How I Built a $30M Experimentation Program in a Year

Atticus Li

← Blog · experimentation

How I Built a $30M Experimentation Program in a Year

Atticus Li shares how he scaled NRG Energy's experimentation program from 20 tests per year to 150+ total experiments across 7 brands, tying every test to revenue per customer and generating over $1.2M in projected annual lift.

Atticus Li April 7, 2026 9 min read

Atticus Li is the experimentation lead at NRG Energy, where he scaled the company's testing program from roughly 20 experiments per year to over 100 per year in 2025, with 150+ total experiments completed across five retail energy brands. This article details exactly how that happened — the frameworks, the politics, the failures, and the specific wins that made C-suite finance pay attention.

The State of Things When I Arrived

When I joined NRG, the experimentation program existed but it was small. Around 20 tests a year, mostly driven by agency partners. The tests weren't bad, but they suffered from a problem I've seen at every enterprise I've worked with: the HiPPO problem.

HiPPO stands for Highest-Paid Person's Opinion. And at a company managing NRG's five retail brands, there were a lot of HiPPOs with a lot of opinions.

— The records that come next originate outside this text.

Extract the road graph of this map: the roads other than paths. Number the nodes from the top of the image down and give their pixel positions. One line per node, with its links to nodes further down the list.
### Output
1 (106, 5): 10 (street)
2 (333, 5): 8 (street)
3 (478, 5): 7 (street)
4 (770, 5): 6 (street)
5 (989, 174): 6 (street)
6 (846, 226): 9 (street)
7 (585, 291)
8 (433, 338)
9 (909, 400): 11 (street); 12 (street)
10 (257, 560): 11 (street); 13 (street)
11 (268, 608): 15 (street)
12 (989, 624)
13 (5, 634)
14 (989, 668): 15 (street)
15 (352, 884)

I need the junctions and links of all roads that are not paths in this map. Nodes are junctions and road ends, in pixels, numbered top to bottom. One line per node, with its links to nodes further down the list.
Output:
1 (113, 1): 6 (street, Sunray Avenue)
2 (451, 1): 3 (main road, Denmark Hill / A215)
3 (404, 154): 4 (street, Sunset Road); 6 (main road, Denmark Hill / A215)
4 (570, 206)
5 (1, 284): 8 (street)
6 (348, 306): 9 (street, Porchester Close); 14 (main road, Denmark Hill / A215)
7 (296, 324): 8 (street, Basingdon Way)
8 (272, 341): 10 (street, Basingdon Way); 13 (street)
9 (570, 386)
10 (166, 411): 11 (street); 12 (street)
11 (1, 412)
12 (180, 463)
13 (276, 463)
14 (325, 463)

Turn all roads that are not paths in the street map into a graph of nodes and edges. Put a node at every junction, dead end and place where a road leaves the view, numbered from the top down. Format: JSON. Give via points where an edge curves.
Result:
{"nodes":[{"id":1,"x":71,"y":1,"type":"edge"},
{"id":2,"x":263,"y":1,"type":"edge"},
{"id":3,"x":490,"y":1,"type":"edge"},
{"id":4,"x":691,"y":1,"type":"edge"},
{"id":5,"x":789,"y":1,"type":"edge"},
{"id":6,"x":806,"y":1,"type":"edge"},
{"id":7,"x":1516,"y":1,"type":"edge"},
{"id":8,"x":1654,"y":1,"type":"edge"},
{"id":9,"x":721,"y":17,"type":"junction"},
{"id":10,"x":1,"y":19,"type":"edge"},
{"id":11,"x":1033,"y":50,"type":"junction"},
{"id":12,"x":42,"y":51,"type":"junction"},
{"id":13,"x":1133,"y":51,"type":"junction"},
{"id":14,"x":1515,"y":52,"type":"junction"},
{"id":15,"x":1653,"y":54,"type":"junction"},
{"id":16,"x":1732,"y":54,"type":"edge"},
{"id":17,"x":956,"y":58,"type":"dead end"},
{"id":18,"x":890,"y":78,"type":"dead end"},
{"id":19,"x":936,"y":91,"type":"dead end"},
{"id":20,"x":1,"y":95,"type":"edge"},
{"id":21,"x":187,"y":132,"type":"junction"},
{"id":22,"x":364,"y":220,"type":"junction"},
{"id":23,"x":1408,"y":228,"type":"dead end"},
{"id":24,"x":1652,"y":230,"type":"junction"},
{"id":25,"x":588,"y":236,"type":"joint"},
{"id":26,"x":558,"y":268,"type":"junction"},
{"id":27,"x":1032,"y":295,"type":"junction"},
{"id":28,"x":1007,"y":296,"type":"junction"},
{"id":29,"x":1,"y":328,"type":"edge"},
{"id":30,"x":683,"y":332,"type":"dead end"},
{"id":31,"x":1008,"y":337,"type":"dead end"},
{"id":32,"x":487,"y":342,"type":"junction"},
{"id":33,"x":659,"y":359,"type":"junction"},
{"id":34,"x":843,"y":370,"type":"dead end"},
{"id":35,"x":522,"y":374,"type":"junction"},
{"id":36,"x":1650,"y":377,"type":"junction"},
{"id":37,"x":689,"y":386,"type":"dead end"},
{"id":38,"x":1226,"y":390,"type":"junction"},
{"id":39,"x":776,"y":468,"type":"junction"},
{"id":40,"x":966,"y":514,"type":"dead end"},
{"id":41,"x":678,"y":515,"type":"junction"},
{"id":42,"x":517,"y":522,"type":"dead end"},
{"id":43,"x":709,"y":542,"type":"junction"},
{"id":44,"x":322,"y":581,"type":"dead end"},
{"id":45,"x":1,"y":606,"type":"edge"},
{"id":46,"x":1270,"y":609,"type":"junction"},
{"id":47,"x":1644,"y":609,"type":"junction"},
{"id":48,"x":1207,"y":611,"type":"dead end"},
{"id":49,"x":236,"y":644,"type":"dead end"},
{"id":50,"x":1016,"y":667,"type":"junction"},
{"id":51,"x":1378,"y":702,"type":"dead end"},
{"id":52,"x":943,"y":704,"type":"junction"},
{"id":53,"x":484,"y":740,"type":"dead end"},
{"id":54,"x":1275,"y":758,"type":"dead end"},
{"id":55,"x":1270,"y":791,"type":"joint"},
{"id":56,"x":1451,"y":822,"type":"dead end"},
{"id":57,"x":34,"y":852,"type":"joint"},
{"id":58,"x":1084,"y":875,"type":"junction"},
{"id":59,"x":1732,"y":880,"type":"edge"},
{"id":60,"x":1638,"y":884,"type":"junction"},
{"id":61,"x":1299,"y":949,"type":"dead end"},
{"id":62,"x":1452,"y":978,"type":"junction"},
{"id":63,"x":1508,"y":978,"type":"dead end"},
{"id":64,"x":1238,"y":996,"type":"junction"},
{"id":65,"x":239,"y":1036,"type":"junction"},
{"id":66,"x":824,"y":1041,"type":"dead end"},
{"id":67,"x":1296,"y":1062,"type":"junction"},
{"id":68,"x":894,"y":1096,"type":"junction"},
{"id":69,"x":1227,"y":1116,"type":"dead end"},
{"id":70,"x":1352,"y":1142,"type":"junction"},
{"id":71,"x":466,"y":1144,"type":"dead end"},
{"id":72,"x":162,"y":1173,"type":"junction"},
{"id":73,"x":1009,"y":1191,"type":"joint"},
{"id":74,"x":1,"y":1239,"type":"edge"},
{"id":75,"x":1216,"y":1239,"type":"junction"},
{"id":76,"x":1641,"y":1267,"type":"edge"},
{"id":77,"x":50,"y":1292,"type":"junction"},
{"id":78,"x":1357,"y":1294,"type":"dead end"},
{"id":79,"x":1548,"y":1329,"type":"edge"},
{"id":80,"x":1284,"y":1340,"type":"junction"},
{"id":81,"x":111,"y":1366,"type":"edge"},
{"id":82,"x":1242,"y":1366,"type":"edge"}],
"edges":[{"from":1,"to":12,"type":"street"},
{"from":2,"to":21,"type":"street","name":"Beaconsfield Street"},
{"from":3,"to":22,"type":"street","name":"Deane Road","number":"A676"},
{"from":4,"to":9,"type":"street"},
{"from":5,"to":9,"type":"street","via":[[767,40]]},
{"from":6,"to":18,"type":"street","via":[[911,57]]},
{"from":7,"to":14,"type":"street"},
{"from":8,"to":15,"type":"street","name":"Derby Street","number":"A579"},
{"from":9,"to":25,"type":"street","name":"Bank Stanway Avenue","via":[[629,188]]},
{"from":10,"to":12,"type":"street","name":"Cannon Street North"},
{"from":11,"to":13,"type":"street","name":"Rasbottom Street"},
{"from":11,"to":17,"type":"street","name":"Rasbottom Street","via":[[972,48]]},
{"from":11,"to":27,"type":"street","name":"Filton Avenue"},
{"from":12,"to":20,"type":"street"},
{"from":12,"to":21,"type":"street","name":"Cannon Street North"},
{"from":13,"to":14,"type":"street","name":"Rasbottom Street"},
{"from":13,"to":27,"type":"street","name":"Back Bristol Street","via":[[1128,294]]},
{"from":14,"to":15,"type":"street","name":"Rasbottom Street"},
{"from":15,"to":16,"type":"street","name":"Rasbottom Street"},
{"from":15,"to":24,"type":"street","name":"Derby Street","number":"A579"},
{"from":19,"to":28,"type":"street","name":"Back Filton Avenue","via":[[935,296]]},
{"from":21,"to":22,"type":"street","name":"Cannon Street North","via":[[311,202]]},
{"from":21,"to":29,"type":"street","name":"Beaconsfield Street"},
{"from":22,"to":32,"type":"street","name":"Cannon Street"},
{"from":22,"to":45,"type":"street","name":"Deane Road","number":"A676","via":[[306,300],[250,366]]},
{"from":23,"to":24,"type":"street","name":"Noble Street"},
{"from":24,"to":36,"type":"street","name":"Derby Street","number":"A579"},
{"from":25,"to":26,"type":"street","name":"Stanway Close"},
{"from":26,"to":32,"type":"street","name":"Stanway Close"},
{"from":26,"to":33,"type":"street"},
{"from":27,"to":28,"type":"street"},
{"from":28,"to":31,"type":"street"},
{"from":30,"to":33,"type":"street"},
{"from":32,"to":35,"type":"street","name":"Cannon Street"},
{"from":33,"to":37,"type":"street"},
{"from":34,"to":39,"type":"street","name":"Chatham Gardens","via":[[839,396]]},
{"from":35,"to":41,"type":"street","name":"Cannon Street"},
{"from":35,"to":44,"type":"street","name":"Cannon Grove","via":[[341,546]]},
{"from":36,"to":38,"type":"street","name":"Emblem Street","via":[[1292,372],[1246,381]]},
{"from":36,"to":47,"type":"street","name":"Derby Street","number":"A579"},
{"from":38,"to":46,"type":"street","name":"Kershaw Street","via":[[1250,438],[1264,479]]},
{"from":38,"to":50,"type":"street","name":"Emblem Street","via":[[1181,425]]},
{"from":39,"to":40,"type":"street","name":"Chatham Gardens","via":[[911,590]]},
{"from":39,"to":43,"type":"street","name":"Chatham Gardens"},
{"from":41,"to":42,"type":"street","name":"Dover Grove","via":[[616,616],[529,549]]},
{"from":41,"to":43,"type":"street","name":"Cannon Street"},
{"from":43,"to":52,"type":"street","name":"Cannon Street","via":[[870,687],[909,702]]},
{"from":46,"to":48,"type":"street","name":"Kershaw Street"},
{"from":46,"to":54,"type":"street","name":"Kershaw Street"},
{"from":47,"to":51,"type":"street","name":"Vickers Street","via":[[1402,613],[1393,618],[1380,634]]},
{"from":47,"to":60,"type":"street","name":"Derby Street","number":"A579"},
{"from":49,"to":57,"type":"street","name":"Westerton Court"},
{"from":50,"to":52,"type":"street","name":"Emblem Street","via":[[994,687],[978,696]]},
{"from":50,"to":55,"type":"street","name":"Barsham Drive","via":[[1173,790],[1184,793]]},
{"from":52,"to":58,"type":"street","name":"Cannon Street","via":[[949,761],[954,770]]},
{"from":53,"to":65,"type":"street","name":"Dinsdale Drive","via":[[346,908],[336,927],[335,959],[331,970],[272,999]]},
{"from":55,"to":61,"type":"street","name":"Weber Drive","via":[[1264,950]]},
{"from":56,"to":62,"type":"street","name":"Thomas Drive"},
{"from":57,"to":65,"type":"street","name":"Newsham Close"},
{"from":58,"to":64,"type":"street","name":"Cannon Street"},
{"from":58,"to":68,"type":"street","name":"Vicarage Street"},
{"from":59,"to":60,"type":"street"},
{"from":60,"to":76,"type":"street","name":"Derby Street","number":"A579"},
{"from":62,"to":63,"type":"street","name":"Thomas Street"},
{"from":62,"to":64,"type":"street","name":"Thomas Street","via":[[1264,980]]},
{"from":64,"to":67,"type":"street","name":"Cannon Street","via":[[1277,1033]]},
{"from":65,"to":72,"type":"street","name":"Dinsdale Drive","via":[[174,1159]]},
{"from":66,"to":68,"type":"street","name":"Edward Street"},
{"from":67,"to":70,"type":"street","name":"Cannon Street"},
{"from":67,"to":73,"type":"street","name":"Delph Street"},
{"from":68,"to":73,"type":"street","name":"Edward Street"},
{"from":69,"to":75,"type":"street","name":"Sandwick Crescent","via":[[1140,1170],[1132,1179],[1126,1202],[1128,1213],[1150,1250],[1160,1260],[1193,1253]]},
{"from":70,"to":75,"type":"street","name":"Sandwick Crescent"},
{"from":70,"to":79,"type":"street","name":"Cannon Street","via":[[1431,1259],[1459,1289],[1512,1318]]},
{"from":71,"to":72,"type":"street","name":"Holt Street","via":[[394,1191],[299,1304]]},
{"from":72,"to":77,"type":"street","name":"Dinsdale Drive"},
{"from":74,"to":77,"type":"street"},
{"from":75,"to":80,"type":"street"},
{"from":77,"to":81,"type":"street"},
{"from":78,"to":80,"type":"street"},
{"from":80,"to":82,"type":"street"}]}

The typical test request looked like this: a VP sees a competitor's homepage and says "let's test that layout." No data backing the hypothesis. No understanding of whether the current design was actually underperforming. No pre-test analysis to determine if the test could even reach statistical significance with available traffic.

I knew from my time at SVB that experimentation only scales when you remove opinion from the equation and replace it with process. The question was how to do that across five brands with different traffic volumes, different customer segments, and different stakeholder groups.

Step One: Bringing Everything In-House

The first major shift was bringing experimentation fully in-house. The agency model had served its purpose, but it created a dependency that slowed everything down. Turnaround times were long. Context was lost between handoffs. And the agency team didn't live inside our data the way an internal team needs to.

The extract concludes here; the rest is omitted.